- **PROBLEM STATEMENT**
An exact, word-for-word copy of the entries is required, beginning at the line that contains "Extract the road" and ending at the last line, both included.

- **SUPPLIED MATERIAL**

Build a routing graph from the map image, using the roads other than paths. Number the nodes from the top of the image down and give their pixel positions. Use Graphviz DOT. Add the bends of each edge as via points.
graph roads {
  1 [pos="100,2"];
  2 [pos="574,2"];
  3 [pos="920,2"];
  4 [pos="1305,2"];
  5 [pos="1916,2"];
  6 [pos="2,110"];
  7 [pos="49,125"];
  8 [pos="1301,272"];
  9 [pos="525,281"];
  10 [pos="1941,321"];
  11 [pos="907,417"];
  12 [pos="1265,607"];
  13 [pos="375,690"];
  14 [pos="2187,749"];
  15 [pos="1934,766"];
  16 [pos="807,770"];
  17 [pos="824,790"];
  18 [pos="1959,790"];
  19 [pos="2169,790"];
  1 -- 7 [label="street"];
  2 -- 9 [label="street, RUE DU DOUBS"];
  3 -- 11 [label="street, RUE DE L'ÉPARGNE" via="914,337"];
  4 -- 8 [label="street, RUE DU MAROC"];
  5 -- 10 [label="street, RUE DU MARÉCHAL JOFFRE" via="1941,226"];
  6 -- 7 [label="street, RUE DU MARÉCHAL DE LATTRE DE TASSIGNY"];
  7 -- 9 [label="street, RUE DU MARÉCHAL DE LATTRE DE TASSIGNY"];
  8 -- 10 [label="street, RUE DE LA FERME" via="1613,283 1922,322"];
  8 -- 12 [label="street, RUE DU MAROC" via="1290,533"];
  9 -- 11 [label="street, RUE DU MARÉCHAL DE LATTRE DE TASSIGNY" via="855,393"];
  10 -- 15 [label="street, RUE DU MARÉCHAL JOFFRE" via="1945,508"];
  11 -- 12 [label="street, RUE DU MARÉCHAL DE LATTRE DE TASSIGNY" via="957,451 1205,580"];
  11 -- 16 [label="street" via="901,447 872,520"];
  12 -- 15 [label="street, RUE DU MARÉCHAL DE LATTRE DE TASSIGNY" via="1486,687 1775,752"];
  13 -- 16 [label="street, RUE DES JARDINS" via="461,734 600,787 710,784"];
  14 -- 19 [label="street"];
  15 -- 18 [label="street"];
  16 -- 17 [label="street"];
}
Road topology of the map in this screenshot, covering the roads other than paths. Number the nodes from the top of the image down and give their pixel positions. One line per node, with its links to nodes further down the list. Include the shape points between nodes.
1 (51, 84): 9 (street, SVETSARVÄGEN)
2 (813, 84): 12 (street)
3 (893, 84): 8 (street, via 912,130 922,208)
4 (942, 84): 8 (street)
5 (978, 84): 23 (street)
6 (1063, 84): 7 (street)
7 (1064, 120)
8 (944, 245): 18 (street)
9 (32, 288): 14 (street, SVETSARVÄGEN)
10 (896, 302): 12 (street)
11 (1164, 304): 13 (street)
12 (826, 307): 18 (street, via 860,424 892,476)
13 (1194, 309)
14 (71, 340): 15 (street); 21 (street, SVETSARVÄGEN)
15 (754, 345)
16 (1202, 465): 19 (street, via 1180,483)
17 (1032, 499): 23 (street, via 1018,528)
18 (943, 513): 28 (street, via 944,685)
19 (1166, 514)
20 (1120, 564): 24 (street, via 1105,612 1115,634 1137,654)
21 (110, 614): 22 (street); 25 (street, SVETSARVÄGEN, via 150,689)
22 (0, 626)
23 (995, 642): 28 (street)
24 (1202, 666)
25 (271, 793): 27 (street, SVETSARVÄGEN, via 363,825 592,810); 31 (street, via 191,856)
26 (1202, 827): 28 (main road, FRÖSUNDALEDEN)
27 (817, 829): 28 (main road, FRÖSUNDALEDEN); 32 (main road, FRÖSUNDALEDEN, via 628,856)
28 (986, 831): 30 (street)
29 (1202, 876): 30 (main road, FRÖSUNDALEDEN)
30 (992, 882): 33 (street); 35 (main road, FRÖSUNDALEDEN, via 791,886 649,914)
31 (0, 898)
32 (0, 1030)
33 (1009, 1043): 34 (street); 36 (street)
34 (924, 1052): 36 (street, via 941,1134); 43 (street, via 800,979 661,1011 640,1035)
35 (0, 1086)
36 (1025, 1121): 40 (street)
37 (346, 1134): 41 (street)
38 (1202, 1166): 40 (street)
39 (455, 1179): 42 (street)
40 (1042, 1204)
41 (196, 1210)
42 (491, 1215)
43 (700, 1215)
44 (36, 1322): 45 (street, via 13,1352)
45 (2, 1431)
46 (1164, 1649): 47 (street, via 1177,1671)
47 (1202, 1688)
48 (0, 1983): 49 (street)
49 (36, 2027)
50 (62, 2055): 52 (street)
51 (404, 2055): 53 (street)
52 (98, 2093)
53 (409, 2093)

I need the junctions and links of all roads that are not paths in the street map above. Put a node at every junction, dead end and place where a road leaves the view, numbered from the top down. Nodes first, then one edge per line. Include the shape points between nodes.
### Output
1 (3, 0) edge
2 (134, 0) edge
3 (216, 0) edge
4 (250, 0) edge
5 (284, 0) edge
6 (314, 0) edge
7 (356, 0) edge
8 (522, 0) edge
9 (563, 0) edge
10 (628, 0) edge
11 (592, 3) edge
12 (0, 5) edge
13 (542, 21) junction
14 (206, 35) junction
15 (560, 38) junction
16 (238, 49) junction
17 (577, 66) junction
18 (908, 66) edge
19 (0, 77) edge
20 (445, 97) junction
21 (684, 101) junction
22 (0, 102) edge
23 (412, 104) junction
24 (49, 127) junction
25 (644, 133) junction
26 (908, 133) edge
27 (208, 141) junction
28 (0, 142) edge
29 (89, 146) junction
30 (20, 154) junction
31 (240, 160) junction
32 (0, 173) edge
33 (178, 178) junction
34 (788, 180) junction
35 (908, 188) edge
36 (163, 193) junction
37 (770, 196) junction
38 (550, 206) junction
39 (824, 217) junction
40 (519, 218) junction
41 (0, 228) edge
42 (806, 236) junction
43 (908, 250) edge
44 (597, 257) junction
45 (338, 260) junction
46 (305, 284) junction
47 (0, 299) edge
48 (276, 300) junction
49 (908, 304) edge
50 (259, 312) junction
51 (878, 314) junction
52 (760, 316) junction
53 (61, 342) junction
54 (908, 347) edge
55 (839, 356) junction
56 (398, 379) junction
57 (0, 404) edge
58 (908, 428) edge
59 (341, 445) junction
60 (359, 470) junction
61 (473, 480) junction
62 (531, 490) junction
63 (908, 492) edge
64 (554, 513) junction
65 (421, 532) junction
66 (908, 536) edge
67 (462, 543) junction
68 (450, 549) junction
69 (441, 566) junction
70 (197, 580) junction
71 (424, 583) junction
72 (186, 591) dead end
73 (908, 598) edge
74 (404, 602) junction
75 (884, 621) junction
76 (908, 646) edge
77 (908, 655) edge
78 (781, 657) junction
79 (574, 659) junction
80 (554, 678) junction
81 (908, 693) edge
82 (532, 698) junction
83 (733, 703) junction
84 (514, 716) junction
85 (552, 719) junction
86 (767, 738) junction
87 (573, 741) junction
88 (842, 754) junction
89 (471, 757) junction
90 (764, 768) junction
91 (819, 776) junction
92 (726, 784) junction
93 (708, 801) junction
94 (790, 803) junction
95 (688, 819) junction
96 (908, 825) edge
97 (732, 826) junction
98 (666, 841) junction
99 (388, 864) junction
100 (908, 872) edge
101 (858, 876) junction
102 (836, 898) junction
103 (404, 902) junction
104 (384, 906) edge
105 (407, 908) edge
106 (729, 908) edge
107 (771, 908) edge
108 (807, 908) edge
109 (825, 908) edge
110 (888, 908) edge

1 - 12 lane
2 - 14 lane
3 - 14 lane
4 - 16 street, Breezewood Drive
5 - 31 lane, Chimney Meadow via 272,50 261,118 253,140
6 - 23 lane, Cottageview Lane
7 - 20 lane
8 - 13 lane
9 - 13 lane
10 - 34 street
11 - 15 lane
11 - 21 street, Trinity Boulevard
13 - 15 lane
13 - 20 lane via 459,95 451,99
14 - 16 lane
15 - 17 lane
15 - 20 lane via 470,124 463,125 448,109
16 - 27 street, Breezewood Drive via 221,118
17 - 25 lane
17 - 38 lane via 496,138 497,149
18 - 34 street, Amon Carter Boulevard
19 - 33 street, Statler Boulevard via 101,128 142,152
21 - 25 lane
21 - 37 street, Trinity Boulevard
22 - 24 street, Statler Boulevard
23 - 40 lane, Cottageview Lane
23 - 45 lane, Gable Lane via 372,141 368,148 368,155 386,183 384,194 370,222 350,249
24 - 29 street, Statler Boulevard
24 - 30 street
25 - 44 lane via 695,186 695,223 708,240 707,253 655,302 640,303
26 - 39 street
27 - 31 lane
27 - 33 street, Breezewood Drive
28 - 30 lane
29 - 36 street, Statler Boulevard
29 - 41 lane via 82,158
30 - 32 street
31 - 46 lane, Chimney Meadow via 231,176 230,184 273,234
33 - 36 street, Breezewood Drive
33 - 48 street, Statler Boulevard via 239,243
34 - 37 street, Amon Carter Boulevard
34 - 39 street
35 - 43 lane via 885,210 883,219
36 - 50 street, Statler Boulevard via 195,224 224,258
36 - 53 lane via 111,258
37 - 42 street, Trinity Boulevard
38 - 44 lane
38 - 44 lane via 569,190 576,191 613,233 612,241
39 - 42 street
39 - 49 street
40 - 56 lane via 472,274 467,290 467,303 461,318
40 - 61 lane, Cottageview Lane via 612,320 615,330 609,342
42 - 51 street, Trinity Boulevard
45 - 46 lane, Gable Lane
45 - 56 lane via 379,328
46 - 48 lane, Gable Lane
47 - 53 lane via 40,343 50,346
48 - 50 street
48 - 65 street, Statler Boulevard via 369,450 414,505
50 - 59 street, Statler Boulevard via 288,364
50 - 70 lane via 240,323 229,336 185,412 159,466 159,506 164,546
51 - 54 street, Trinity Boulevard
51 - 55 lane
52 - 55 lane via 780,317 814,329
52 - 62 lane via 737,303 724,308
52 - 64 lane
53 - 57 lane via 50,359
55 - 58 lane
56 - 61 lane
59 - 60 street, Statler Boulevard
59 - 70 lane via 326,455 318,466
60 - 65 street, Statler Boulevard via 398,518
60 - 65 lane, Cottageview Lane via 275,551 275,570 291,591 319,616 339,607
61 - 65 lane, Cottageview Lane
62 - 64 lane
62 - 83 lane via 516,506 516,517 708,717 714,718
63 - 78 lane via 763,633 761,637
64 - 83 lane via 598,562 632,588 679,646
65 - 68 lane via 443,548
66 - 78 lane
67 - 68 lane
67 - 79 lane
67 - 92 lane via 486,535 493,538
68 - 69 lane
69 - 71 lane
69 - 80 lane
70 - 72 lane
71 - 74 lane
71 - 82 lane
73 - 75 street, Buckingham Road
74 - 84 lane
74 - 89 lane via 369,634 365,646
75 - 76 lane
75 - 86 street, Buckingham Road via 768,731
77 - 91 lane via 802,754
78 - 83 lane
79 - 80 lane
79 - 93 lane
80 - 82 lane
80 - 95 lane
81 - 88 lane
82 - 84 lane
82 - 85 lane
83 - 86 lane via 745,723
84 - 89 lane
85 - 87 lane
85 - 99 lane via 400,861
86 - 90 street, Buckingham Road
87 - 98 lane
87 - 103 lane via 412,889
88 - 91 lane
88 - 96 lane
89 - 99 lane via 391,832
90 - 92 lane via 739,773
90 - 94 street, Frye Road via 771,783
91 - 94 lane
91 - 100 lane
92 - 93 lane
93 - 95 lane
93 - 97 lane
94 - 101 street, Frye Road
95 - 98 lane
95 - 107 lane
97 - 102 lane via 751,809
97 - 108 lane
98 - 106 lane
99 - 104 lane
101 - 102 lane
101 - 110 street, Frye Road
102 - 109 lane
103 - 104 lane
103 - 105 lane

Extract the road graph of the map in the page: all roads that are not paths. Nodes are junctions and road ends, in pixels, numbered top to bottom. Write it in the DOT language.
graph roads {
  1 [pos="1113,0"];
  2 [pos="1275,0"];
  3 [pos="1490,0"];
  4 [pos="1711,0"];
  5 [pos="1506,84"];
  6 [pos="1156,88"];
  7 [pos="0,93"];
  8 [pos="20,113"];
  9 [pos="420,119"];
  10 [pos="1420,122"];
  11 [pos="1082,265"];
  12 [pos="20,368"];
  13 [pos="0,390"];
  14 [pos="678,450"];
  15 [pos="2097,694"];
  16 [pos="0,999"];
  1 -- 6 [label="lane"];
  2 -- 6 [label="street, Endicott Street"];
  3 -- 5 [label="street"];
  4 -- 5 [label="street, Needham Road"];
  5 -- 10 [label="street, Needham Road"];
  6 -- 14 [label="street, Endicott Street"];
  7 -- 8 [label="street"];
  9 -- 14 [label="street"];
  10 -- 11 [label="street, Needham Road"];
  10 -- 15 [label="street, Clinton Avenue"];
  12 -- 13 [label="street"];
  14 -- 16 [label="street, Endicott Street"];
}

- **WRITTEN SOLUTION**
Extract the road graph of the map in the page: all roads that are not paths. Nodes are junctions and road ends, in pixels, numbered top to bottom. Write it in the DOT language.
graph roads {
  1 [pos="1113,0"];
  2 [pos="1275,0"];
  3 [pos="1490,0"];
  4 [pos="1711,0"];
  5 [pos="1506,84"];
  6 [pos="1156,88"];
  7 [pos="0,93"];
  8 [pos="20,113"];
  9 [pos="420,119"];
  10 [pos="1420,122"];
  11 [pos="1082,265"];
  12 [pos="20,368"];
  13 [pos="0,390"];
  14 [pos="678,450"];
  15 [pos="2097,694"];
  16 [pos="0,999"];
  1 -- 6 [label="lane"];
  2 -- 6 [label="street, Endicott Street"];
  3 -- 5 [label="street"];
  4 -- 5 [label="street, Needham Road"];
  5 -- 10 [label="street, Needham Road"];
  6 -- 14 [label="street, Endicott Street"];
  7 -- 8 [label="street"];
  9 -- 14 [label="street"];
  10 -- 11 [label="street, Needham Road"];
  10 -- 15 [label="street, Clinton Avenue"];
  12 -- 13 [label="street"];
  14 -- 16 [label="street, Endicott Street"];
}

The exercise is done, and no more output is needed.